Dreamsick this morning, and if I believed in such things as "souls," I'd say soulsick, as well. I would kick against the pricks, only it seems my legs have been firmly bound, and I can but continue to drag this plow forward.

Late yesterday, Vince sent a preliminary sketch for "Untitled 25" (the werewolf story) which is to appear in Sirenia Digest 15 later this month.

A very kind and somewhat intriguing e-mail yesterday from Jacob Garbe, regarding Daughter of Hounds

I have no idea what my opinion is worth to you (this is Jacob, I comment occasionally on your blog) but I wanted to tell you that Daughter of Hounds is the best I've read from you so far, and the best writing I've read for a long time from anyone. Your book was so good that anything distracting me from picking it up after a day of pencil-pushing was met with annoyance and many times outright dismissal. It's been a long time since I've been absorbed like that, and for that I must thank you.

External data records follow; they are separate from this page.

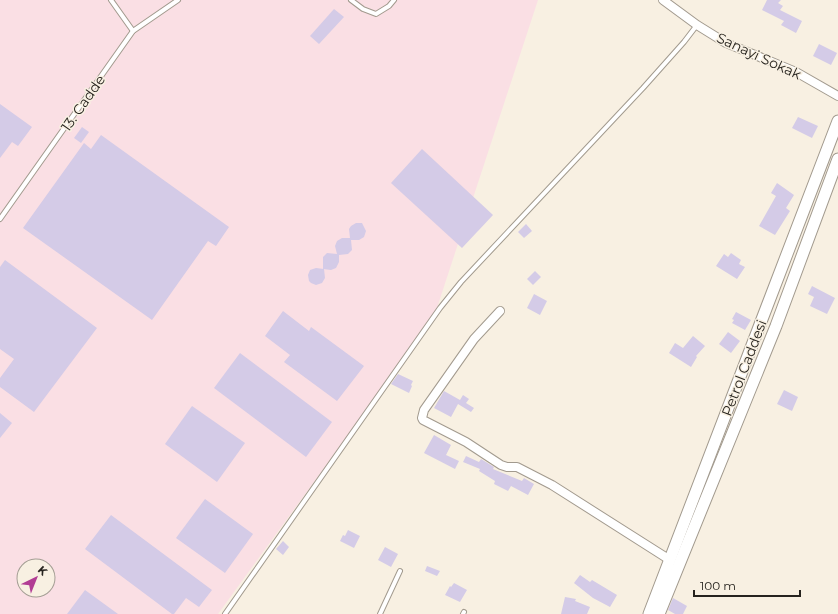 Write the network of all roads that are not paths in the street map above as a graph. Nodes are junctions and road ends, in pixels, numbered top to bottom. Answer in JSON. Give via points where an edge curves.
{"nodes":[{"id":1,"x":111,"y":0,"type":"edge"},
{"id":2,"x":178,"y":0,"type":"edge"},
{"id":3,"x":351,"y":0,"type":"edge"},
{"id":4,"x":394,"y":0,"type":"edge"},
{"id":5,"x":663,"y":0,"type":"edge"},
{"id":6,"x":697,"y":25,"type":"junction"},
{"id":7,"x":133,"y":31,"type":"junction"},
{"id":8,"x":838,"y":96,"type":"edge"},
{"id":9,"x":838,"y":122,"type":"edge"},
{"id":10,"x":838,"y":159,"type":"edge"},
{"id":11,"x":0,"y":219,"type":"edge"},
{"id":12,"x":500,"y":311,"type":"dead end"},
{"id":13,"x":670,"y":560,"type":"junction"},
{"id":14,"x":400,"y":572,"type":"dead end"},
{"id":15,"x":225,"y":614,"type":"edge"},
{"id":16,"x":380,"y":614,"type":"edge"},
{"id":17,"x":648,"y":614,"type":"edge"},
{"id":18,"x":659,"y":614,"type":"edge"}],
"edges":[{"from":1,"to":7,"type":"lane"},
{"from":2,"to":7,"type":"lane","name":"13. Cadde"},
{"from":3,"to":4,"type":"lane","via":[[376,14]]},
{"from":5,"to":6,"type":"street","name":"Sanayi Sokak"},
{"from":6,"to":8,"type":"street","name":"Sanayi Sokak","via":[[726,43],[796,72]]},
{"from":6,"to":15,"type":"lane","via":[[643,88],[456,288],[435,314]]},
{"from":7,"to":11,"type":"lane","name":"13. Cadde"},
{"from":9,"to":13,"type":"main road","name":"Petrol Caddesi"},
{"from":10,"to":18,"type":"main road","name":"Petrol Caddesi","via":[[776,326]]},
{"from":12,"to":13,"type":"street","via":[[474,339],[424,410],[423,420],[466,442],[501,465],[517,467],[533,474]]},
{"from":13,"to":17,"type":"main road","name":"Petrol Caddesi"},
{"from":14,"to":16,"type":"lane"}]} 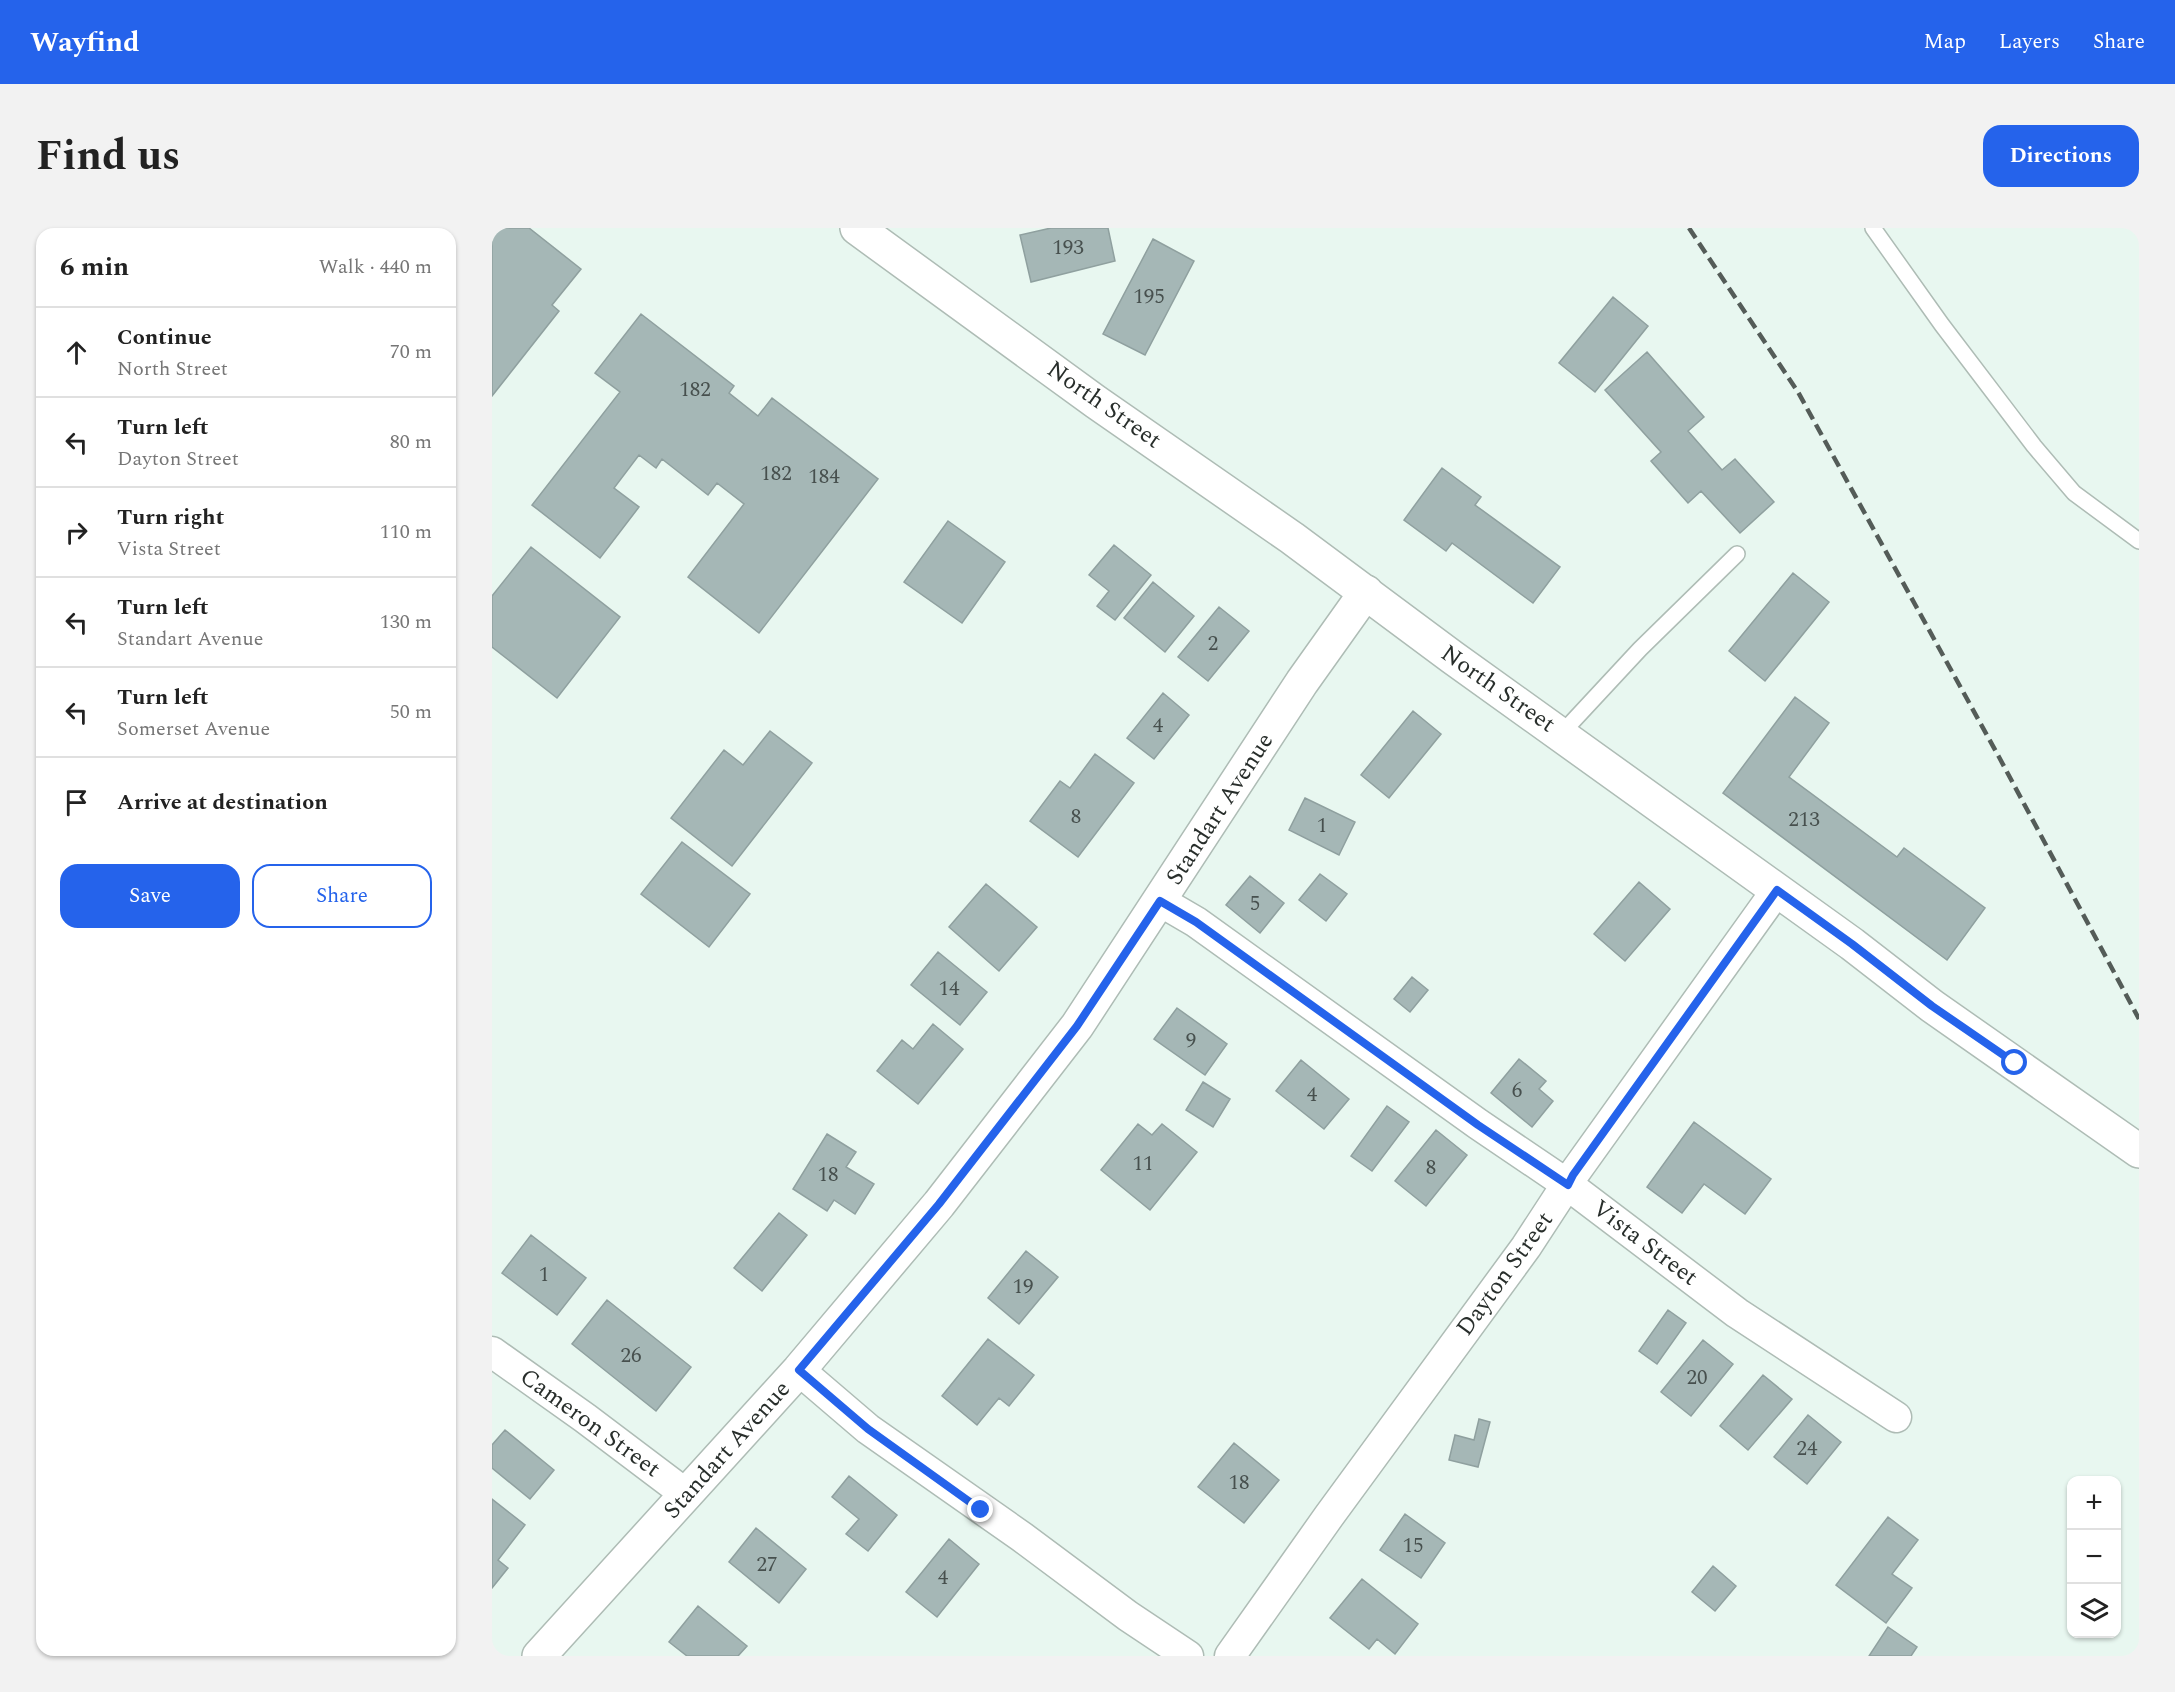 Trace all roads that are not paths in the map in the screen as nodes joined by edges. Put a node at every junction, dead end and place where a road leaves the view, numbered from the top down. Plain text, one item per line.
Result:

Your characterization in this novel is easily its strongest point. Your attention to detail borders on the taxidermical, but critically rings that bell of truth for the reader. Amazingly, your writing is still rapidly maturing, which is wonderful.

It would be easy for me to believe you've put more of yourself into this piece than any before. I can draw pale conclusions based on your journal and the work itself: the fight between reductionist logic and scientific skepticism, your characters' struggle through a world constantly threading them along an unknown path, shadowed by events caused by forces just outside of their reckoning. For what it's worth, this piece struck a particularly resonant chord with me because of a strange period in my life punctuated by dreams of a pale woman with yellow eyes (others called her the Sphynx) and a grossly overweight, completely hairless man. The influence of dreams in the work, along with the descriptions of Esmeribetheda and the Bailiff, gave me a Jungian pause. Cool.

Thanks for the good art, and thanks for opening it up through your journal. As a writer myself, I appreciate it.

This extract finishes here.